:: Information shown ::
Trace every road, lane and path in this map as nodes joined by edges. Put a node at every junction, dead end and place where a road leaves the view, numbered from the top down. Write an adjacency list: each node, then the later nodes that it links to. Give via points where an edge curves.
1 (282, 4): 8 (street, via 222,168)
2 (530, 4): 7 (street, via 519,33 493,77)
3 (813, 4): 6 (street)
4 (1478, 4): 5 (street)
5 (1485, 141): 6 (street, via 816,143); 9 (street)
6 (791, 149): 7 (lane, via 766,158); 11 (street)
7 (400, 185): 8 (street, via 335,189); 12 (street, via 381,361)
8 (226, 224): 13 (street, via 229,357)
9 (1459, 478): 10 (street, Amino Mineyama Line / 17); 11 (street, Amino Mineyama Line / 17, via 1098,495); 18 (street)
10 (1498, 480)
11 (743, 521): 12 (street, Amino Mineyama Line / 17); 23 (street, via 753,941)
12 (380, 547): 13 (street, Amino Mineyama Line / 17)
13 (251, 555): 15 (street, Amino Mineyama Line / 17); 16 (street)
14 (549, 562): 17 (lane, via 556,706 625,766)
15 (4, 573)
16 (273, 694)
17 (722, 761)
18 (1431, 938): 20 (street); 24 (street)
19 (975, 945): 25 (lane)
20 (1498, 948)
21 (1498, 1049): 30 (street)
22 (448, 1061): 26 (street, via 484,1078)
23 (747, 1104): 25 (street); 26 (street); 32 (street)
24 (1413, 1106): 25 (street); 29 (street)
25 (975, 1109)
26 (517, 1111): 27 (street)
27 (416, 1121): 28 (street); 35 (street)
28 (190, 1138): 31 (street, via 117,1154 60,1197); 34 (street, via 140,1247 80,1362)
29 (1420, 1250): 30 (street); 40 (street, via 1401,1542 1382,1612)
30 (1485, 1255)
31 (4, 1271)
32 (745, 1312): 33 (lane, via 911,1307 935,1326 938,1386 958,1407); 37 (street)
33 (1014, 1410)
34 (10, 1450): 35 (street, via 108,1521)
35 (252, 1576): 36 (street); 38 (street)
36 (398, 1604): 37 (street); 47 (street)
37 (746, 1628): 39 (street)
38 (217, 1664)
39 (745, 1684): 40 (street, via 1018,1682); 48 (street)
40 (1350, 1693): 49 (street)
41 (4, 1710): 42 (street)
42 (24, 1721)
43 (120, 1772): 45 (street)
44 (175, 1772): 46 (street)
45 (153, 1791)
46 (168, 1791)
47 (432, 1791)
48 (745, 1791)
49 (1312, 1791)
:::
:: Assigned task ::
Set the entries down again, unchanged and complete.

:: The answer ::
Trace every road, lane and path in this map as nodes joined by edges. Put a node at every junction, dead end and place where a road leaves the view, numbered from the top down. Write an adjacency list: each node, then the later nodes that it links to. Give via points where an edge curves.
1 (282, 4): 8 (street, via 222,168)
2 (530, 4): 7 (street, via 519,33 493,77)
3 (813, 4): 6 (street)
4 (1478, 4): 5 (street)
5 (1485, 141): 6 (street, via 816,143); 9 (street)
6 (791, 149): 7 (lane, via 766,158); 11 (street)
7 (400, 185): 8 (street, via 335,189); 12 (street, via 381,361)
8 (226, 224): 13 (street, via 229,357)
9 (1459, 478): 10 (street, Amino Mineyama Line / 17); 11 (street, Amino Mineyama Line / 17, via 1098,495); 18 (street)
10 (1498, 480)
11 (743, 521): 12 (street, Amino Mineyama Line / 17); 23 (street, via 753,941)
12 (380, 547): 13 (street, Amino Mineyama Line / 17)
13 (251, 555): 15 (street, Amino Mineyama Line / 17); 16 (street)
14 (549, 562): 17 (lane, via 556,706 625,766)
15 (4, 573)
16 (273, 694)
17 (722, 761)
18 (1431, 938): 20 (street); 24 (street)
19 (975, 945): 25 (lane)
20 (1498, 948)
21 (1498, 1049): 30 (street)
22 (448, 1061): 26 (street, via 484,1078)
23 (747, 1104): 25 (street); 26 (street); 32 (street)
24 (1413, 1106): 25 (street); 29 (street)
25 (975, 1109)
26 (517, 1111): 27 (street)
27 (416, 1121): 28 (street); 35 (street)
28 (190, 1138): 31 (street, via 117,1154 60,1197); 34 (street, via 140,1247 80,1362)
29 (1420, 1250): 30 (street); 40 (street, via 1401,1542 1382,1612)
30 (1485, 1255)
31 (4, 1271)
32 (745, 1312): 33 (lane, via 911,1307 935,1326 938,1386 958,1407); 37 (street)
33 (1014, 1410)
34 (10, 1450): 35 (street, via 108,1521)
35 (252, 1576): 36 (street); 38 (street)
36 (398, 1604): 37 (street); 47 (street)
37 (746, 1628): 39 (street)
38 (217, 1664)
39 (745, 1684): 40 (street, via 1018,1682); 48 (street)
40 (1350, 1693): 49 (street)
41 (4, 1710): 42 (street)
42 (24, 1721)
43 (120, 1772): 45 (street)
44 (175, 1772): 46 (street)
45 (153, 1791)
46 (168, 1791)
47 (432, 1791)
48 (745, 1791)
49 (1312, 1791)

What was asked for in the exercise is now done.